При проведении данной процедуры необходимо объяснить больному как правильно расслабить ноги, часто вызвать коленный рефлекс. Исследование может быть затруднительным именно из-за того, что пациент не расслабил мускулатуру конечности.

Врачи часто прибегают к хитрости, заставляя пациента решать простые задачи в уме. Они помогают отвлечь пациента от манипуляции.

Коленный рефлекс: схема рефлекторной дуги, описание

Изменения рефлексов

Существуют патологические изменения нервной системы, проявляющиеся в изменении со стороны коленного рефлекса. Отклонения могут носить следующий характер:

  • Гипорефлексия.
  • Арефлексия.
  • Гиперрефлексия.

Врач невролог, отметив подобные явления, проведет комплексное обследование для постановки диагноза.

Гипорефлексия

Реакции раздражения при данном типе патологии снизятся (гипорефлексия) или будут отсутствовать (арефлексия). Явление проявляется тем, что при раздражении колено слабо реагирует или вовсе не реагирует. Патология возникает из-за нарушения целостности и проводимости по рефлекторной дуге на одном из этапов передачи импульса по нейронам.

Чаще всего отсутствие рефлекса говорит об органическом заболевании нервной системы (в мозге имеется патологическое образование). Также это может быть связано с перенесенной ранееинфекцией, интоксикацией или кахексией (потерей массы тела).

Перечисленные процессы приводят к истощению нейронов и неправильной работе этих клеток. Реакция может временно исчезать после эпилептического приступа, наркоза, при наложении жгута. При спинной сухотке рефлекс будет отсутствовать на обеих ногах.

В некоторых случаях арефлексия у здоровых людей будет вариантом нормы (при перенесенных в детском возрасте заболеваниях, связанных с повреждением рефлекторной дуги).

Извращенные реакции

Особым видом патологии коленного рефлекса являются извращенные или патологические реакции. Они возникают только тогда, когда есть серьезная патология нервной системы.

Физиология безусловных реакций на воздействие раздражителя имеет большое клиническое значение для врача невролога. Коленный рефлекс — обязательный элемент комплексного обследования, состояние которого указывает на различные заболевания нервной системы.

Неврологический осмотр рефлексы

Рефлекторно-двигательная сфера: уровни поражения

1. Уровни поражения при центральном параличе:

Префронтальная кора – поле 6 (монопарезы в контрлатеральной руке или ноге, тонус нормальный с быстрым повышением),

Прецентральная извилина – поле 4 (монопарезы в контрлатеральной руке или ноге, тонус низкий с длительным восстановлением, джексоновский марш – симптом раздражения),

Внутренняя капсула (контралатеральный гемипарез с поражением кортиконуклеарного тракта, больше выражен в руке, выраженное повышение мышечного тонуса),

Ствол мозга (контралатеральный гемипарез в сочетании с поражениями ядер ствола мозга – альтернирующие синдромы)

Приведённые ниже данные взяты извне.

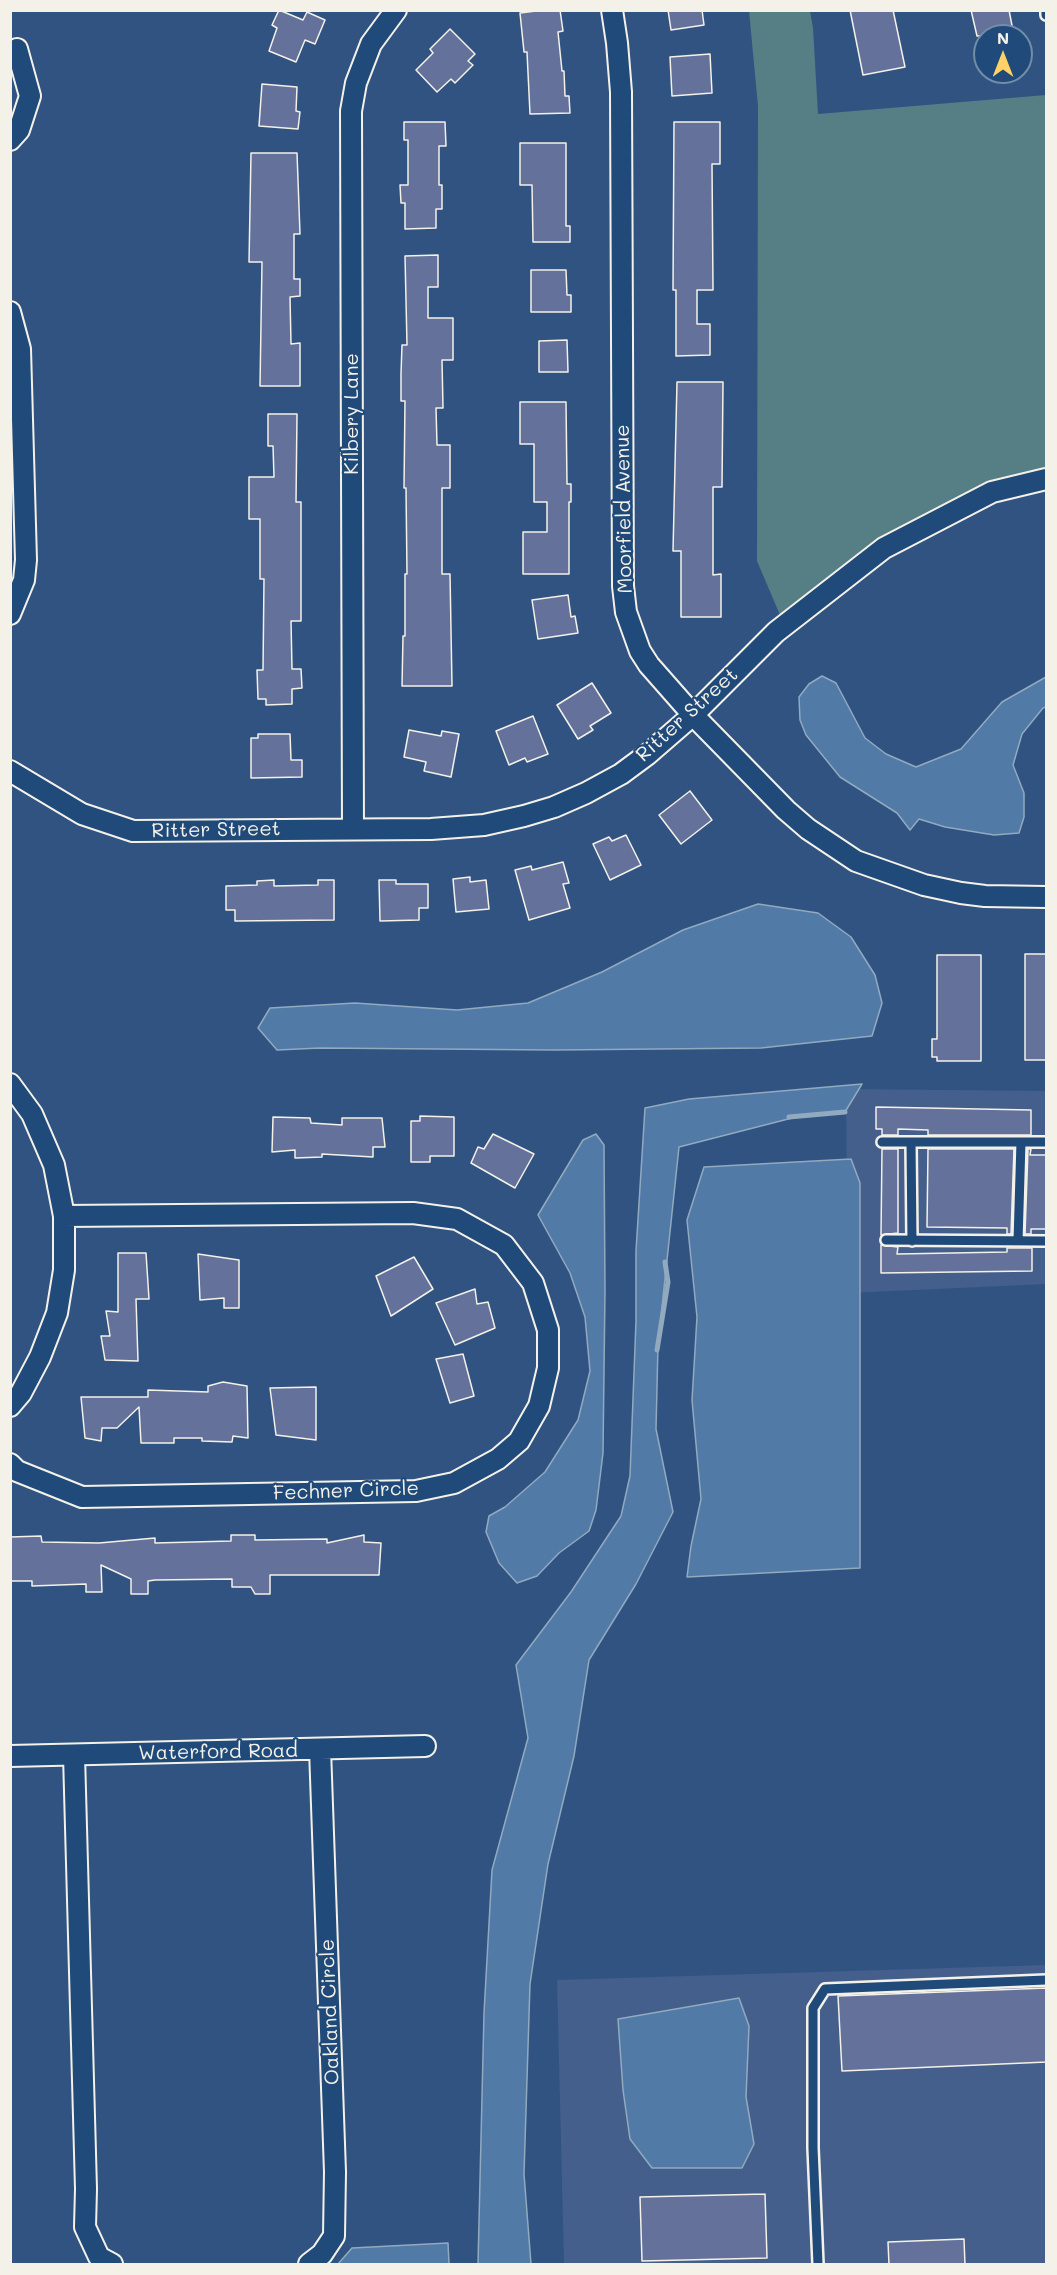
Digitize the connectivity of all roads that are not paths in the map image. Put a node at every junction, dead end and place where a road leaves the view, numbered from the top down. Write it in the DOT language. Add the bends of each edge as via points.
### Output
graph roads {
  1 [pos="396,10"];
  2 [pos="612,10"];
  3 [pos="1046,10"];
  4 [pos="1047,15"];
  5 [pos="17,49"];
  6 [pos="10,140"];
  7 [pos="10,312"];
  8 [pos="1047,479"];
  9 [pos="10,614"];
  10 [pos="693,716"];
  11 [pos="10,771"];
  12 [pos="353,829"];
  13 [pos="1047,897"];
  14 [pos="10,1084"];
  15 [pos="882,1142"];
  16 [pos="911,1142"];
  17 [pos="1021,1142"];
  18 [pos="1047,1143"];
  19 [pos="64,1216"];
  20 [pos="886,1240"];
  21 [pos="912,1240"];
  22 [pos="1018,1240"];
  23 [pos="1047,1240"];
  24 [pos="10,1406"];
  25 [pos="10,1464"];
  26 [pos="425,1746"];
  27 [pos="320,1749"];
  28 [pos="74,1755"];
  29 [pos="10,1756"];
  30 [pos="1047,1980"];
  31 [pos="112,2265"];
  32 [pos="309,2265"];
  33 [pos="818,2265"];
  1 -- 12 [label="street, Kilbery Lane" via="371,44 356,82 351,111"];
  2 -- 10 [label="street, Moorfield Avenue" via="621,92 624,598 640,651"];
  3 -- 4 [label="lane"];
  5 -- 6 [label="street" via="30,96 19,130"];
  7 -- 9 [label="street" via="20,349 26,560 24,579"];
  8 -- 10 [label="street, Ritter Street" via="992,492 884,549 776,632"];
  10 -- 12 [label="street, Ritter Street" via="621,774 554,807 484,825"];
  10 -- 13 [label="street, Moorfield Avenue" via="786,810 856,861 924,885 961,893"];
  11 -- 12 [label="street, Ritter Street" via="82,814 133,831"];
  14 -- 19 [label="street" via="32,1114 54,1165"];
  15 -- 16 [label="lane"];
  16 -- 17 [label="lane"];
  16 -- 21 [label="lane"];
  17 -- 18 [label="lane"];
  17 -- 22 [label="lane"];
  19 -- 24 [label="street" via="64,1270 57,1313 40,1357"];
  19 -- 25 [label="street, Fechner Circle" via="413,1213 457,1219 504,1245 533,1283 548,1330 548,1368 539,1406 519,1442 498,1459 454,1483 416,1491 82,1497 17,1471"];
  20 -- 21 [label="lane"];
  21 -- 22 [label="lane"];
  22 -- 23 [label="lane"];
  26 -- 27 [label="street, Waterford Road"];
  27 -- 28 [label="street, Waterford Road"];
  27 -- 32 [label="street, Oakland Circle" via="334,2236"];
  28 -- 29 [label="street, Waterford Road"];
  28 -- 31 [label="street" via="85,2228 99,2257"];
  30 -- 33 [label="lane" via="825,1989 813,2008"];
}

Перекрест пирамид (полное поражение – тетраплегия, поражение наружных отделов – альтернирующая гемиплегия [контрлательный парез в ноге, ипсилатеральный — в руке]),

Боковой и передний канатик спинного мозга (ипсилательный паралич ниже уровня повреждения).

2. Уровни поражения при периферическом параличе:

Переднероговый (парезы мышц в зоне сегмента + фасцикуляции).

Корешковый (парезы мышц в зоне иннервации корешка),

Полиневритический (парезы мышц в дистальных отделах конечностей),

Мононевритический (парезы мышц в зоне иннервации нерва, сплетения).

Могут ли оживленные рефлексы вызывать осложнения?

Вышесредняя реакция на рефлекторный тест может указывать на основное неврологическое состояние. Тем не менее, для проведения этого определения необходимо провести больше испытаний. После рефлекторного теста ваш врач может проверить вашу походку.

Ваш врач может периодически выполнять рефлекторный тест, чтобы увидеть, улучшилась или ухудшилась функция нейрона. Неврологические заболевания, если их не лечить, могут привести к дальнейшим проблемам с движением и инвалидностью.